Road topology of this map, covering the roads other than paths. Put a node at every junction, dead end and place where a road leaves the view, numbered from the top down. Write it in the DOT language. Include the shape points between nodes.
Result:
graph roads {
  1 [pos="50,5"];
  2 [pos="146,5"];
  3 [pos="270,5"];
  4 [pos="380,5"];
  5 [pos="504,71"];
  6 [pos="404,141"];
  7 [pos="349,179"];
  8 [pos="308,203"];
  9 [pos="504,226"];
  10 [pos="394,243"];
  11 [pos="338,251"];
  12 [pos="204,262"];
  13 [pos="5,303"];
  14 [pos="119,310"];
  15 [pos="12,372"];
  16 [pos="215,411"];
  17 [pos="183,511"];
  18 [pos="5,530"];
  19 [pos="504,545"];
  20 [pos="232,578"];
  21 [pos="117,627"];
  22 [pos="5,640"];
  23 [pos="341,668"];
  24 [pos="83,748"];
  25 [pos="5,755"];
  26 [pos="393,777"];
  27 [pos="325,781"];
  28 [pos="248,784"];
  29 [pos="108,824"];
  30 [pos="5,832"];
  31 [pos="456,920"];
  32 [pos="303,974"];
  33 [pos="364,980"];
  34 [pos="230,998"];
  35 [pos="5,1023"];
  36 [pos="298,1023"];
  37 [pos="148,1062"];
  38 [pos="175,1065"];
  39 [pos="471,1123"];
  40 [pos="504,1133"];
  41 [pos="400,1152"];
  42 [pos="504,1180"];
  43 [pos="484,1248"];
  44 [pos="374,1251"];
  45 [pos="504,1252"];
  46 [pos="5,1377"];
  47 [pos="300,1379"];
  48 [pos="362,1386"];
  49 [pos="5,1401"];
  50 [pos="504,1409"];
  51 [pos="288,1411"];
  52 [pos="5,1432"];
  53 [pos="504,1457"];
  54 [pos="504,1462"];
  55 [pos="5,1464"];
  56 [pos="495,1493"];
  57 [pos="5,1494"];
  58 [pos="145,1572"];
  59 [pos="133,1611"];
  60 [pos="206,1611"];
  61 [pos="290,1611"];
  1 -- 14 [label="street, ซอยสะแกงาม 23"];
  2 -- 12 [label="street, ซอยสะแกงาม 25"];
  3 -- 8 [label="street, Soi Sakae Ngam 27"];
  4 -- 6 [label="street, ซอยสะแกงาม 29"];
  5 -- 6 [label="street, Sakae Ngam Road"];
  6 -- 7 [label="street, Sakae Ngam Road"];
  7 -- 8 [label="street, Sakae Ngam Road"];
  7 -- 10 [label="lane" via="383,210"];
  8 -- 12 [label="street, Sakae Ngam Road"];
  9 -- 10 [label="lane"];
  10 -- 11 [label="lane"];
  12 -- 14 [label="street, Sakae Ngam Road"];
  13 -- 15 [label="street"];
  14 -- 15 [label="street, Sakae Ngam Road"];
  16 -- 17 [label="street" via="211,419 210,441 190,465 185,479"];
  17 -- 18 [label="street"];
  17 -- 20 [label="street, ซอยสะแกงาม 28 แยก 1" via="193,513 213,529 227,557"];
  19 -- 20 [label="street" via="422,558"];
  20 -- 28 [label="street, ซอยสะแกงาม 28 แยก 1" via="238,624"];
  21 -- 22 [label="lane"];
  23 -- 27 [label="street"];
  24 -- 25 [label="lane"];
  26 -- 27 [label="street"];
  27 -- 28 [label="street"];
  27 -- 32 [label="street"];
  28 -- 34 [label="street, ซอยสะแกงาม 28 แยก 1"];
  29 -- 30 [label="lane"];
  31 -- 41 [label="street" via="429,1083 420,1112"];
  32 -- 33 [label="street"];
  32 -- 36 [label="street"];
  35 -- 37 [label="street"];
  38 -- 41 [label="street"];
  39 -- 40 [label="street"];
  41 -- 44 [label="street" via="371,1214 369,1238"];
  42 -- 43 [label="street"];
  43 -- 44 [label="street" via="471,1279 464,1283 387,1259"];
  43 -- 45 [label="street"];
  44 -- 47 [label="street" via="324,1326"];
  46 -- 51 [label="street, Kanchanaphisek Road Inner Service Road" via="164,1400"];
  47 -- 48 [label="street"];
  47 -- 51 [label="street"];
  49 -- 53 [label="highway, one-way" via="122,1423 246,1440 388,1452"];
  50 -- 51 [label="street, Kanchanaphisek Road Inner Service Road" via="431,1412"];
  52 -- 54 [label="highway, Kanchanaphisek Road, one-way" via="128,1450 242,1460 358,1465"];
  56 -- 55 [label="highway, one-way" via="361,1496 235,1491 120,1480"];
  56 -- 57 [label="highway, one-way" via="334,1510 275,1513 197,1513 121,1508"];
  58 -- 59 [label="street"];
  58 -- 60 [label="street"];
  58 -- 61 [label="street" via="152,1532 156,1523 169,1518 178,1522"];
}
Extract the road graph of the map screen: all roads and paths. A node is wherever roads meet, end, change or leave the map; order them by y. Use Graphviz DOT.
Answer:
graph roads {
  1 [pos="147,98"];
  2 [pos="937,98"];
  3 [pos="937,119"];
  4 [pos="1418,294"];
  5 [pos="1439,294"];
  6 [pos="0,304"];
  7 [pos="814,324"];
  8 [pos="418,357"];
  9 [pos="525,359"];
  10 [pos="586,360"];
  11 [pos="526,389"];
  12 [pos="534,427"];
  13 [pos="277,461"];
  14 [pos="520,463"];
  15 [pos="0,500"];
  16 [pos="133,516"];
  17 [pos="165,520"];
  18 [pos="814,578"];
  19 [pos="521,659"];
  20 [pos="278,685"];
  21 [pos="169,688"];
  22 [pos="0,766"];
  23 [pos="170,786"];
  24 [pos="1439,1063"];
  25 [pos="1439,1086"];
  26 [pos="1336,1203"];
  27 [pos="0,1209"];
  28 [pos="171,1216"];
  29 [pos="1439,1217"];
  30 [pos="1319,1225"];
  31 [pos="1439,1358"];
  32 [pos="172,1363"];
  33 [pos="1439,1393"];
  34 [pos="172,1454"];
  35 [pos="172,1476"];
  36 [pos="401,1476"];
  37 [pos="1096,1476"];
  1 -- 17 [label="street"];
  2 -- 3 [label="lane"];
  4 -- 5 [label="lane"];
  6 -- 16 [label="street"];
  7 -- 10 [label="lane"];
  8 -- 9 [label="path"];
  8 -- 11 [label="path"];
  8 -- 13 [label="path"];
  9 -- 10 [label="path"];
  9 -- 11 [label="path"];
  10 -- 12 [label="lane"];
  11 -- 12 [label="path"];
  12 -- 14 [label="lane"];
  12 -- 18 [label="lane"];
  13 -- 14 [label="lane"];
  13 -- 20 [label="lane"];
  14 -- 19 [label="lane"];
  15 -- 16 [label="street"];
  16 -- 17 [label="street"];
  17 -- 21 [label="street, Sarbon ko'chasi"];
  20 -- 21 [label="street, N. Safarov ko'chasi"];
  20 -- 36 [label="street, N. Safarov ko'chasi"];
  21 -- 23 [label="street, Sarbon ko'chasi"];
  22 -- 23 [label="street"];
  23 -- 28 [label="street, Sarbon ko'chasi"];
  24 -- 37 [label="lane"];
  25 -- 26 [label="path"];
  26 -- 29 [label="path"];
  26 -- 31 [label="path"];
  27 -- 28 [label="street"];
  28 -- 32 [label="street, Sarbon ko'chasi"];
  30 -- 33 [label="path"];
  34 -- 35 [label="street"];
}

• Problem to solve: Repeat the entries exactly, leaving nothing out.

• Problem solution:
Road topology of this map, covering the roads other than paths. Put a node at every junction, dead end and place where a road leaves the view, numbered from the top down. Write it in the DOT language. Include the shape points between nodes.
Result:
graph roads {
  1 [pos="50,5"];
  2 [pos="146,5"];
  3 [pos="270,5"];
  4 [pos="380,5"];
  5 [pos="504,71"];
  6 [pos="404,141"];
  7 [pos="349,179"];
  8 [pos="308,203"];
  9 [pos="504,226"];
  10 [pos="394,243"];
  11 [pos="338,251"];
  12 [pos="204,262"];
  13 [pos="5,303"];
  14 [pos="119,310"];
  15 [pos="12,372"];
  16 [pos="215,411"];
  17 [pos="183,511"];
  18 [pos="5,530"];
  19 [pos="504,545"];
  20 [pos="232,578"];
  21 [pos="117,627"];
  22 [pos="5,640"];
  23 [pos="341,668"];
  24 [pos="83,748"];
  25 [pos="5,755"];
  26 [pos="393,777"];
  27 [pos="325,781"];
  28 [pos="248,784"];
  29 [pos="108,824"];
  30 [pos="5,832"];
  31 [pos="456,920"];
  32 [pos="303,974"];
  33 [pos="364,980"];
  34 [pos="230,998"];
  35 [pos="5,1023"];
  36 [pos="298,1023"];
  37 [pos="148,1062"];
  38 [pos="175,1065"];
  39 [pos="471,1123"];
  40 [pos="504,1133"];
  41 [pos="400,1152"];
  42 [pos="504,1180"];
  43 [pos="484,1248"];
  44 [pos="374,1251"];
  45 [pos="504,1252"];
  46 [pos="5,1377"];
  47 [pos="300,1379"];
  48 [pos="362,1386"];
  49 [pos="5,1401"];
  50 [pos="504,1409"];
  51 [pos="288,1411"];
  52 [pos="5,1432"];
  53 [pos="504,1457"];
  54 [pos="504,1462"];
  55 [pos="5,1464"];
  56 [pos="495,1493"];
  57 [pos="5,1494"];
  58 [pos="145,1572"];
  59 [pos="133,1611"];
  60 [pos="206,1611"];
  61 [pos="290,1611"];
  1 -- 14 [label="street, ซอยสะแกงาม 23"];
  2 -- 12 [label="street, ซอยสะแกงาม 25"];
  3 -- 8 [label="street, Soi Sakae Ngam 27"];
  4 -- 6 [label="street, ซอยสะแกงาม 29"];
  5 -- 6 [label="street, Sakae Ngam Road"];
  6 -- 7 [label="street, Sakae Ngam Road"];
  7 -- 8 [label="street, Sakae Ngam Road"];
  7 -- 10 [label="lane" via="383,210"];
  8 -- 12 [label="street, Sakae Ngam Road"];
  9 -- 10 [label="lane"];
  10 -- 11 [label="lane"];
  12 -- 14 [label="street, Sakae Ngam Road"];
  13 -- 15 [label="street"];
  14 -- 15 [label="street, Sakae Ngam Road"];
  16 -- 17 [label="street" via="211,419 210,441 190,465 185,479"];
  17 -- 18 [label="street"];
  17 -- 20 [label="street, ซอยสะแกงาม 28 แยก 1" via="193,513 213,529 227,557"];
  19 -- 20 [label="street" via="422,558"];
  20 -- 28 [label="street, ซอยสะแกงาม 28 แยก 1" via="238,624"];
  21 -- 22 [label="lane"];
  23 -- 27 [label="street"];
  24 -- 25 [label="lane"];
  26 -- 27 [label="street"];
  27 -- 28 [label="street"];
  27 -- 32 [label="street"];
  28 -- 34 [label="street, ซอยสะแกงาม 28 แยก 1"];
  29 -- 30 [label="lane"];
  31 -- 41 [label="street" via="429,1083 420,1112"];
  32 -- 33 [label="street"];
  32 -- 36 [label="street"];
  35 -- 37 [label="street"];
  38 -- 41 [label="street"];
  39 -- 40 [label="street"];
  41 -- 44 [label="street" via="371,1214 369,1238"];
  42 -- 43 [label="street"];
  43 -- 44 [label="street" via="471,1279 464,1283 387,1259"];
  43 -- 45 [label="street"];
  44 -- 47 [label="street" via="324,1326"];
  46 -- 51 [label="street, Kanchanaphisek Road Inner Service Road" via="164,1400"];
  47 -- 48 [label="street"];
  47 -- 51 [label="street"];
  49 -- 53 [label="highway, one-way" via="122,1423 246,1440 388,1452"];
  50 -- 51 [label="street, Kanchanaphisek Road Inner Service Road" via="431,1412"];
  52 -- 54 [label="highway, Kanchanaphisek Road, one-way" via="128,1450 242,1460 358,1465"];
  56 -- 55 [label="highway, one-way" via="361,1496 235,1491 120,1480"];
  56 -- 57 [label="highway, one-way" via="334,1510 275,1513 197,1513 121,1508"];
  58 -- 59 [label="street"];
  58 -- 60 [label="street"];
  58 -- 61 [label="street" via="152,1532 156,1523 169,1518 178,1522"];
}
Extract the road graph of the map screen: all roads and paths. A node is wherever roads meet, end, change or leave the map; order them by y. Use Graphviz DOT.
Answer:
graph roads {
  1 [pos="147,98"];
  2 [pos="937,98"];
  3 [pos="937,119"];
  4 [pos="1418,294"];
  5 [pos="1439,294"];
  6 [pos="0,304"];
  7 [pos="814,324"];
  8 [pos="418,357"];
  9 [pos="525,359"];
  10 [pos="586,360"];
  11 [pos="526,389"];
  12 [pos="534,427"];
  13 [pos="277,461"];
  14 [pos="520,463"];
  15 [pos="0,500"];
  16 [pos="133,516"];
  17 [pos="165,520"];
  18 [pos="814,578"];
  19 [pos="521,659"];
  20 [pos="278,685"];
  21 [pos="169,688"];
  22 [pos="0,766"];
  23 [pos="170,786"];
  24 [pos="1439,1063"];
  25 [pos="1439,1086"];
  26 [pos="1336,1203"];
  27 [pos="0,1209"];
  28 [pos="171,1216"];
  29 [pos="1439,1217"];
  30 [pos="1319,1225"];
  31 [pos="1439,1358"];
  32 [pos="172,1363"];
  33 [pos="1439,1393"];
  34 [pos="172,1454"];
  35 [pos="172,1476"];
  36 [pos="401,1476"];
  37 [pos="1096,1476"];
  1 -- 17 [label="street"];
  2 -- 3 [label="lane"];
  4 -- 5 [label="lane"];
  6 -- 16 [label="street"];
  7 -- 10 [label="lane"];
  8 -- 9 [label="path"];
  8 -- 11 [label="path"];
  8 -- 13 [label="path"];
  9 -- 10 [label="path"];
  9 -- 11 [label="path"];
  10 -- 12 [label="lane"];
  11 -- 12 [label="path"];
  12 -- 14 [label="lane"];
  12 -- 18 [label="lane"];
  13 -- 14 [label="lane"];
  13 -- 20 [label="lane"];
  14 -- 19 [label="lane"];
  15 -- 16 [label="street"];
  16 -- 17 [label="street"];
  17 -- 21 [label="street, Sarbon ko'chasi"];
  20 -- 21 [label="street, N. Safarov ko'chasi"];
  20 -- 36 [label="street, N. Safarov ko'chasi"];
  21 -- 23 [label="street, Sarbon ko'chasi"];
  22 -- 23 [label="street"];
  23 -- 28 [label="street, Sarbon ko'chasi"];
  24 -- 37 [label="lane"];
  25 -- 26 [label="path"];
  26 -- 29 [label="path"];
  26 -- 31 [label="path"];
  27 -- 28 [label="street"];
  28 -- 32 [label="street, Sarbon ko'chasi"];
  30 -- 33 [label="path"];
  34 -- 35 [label="street"];
}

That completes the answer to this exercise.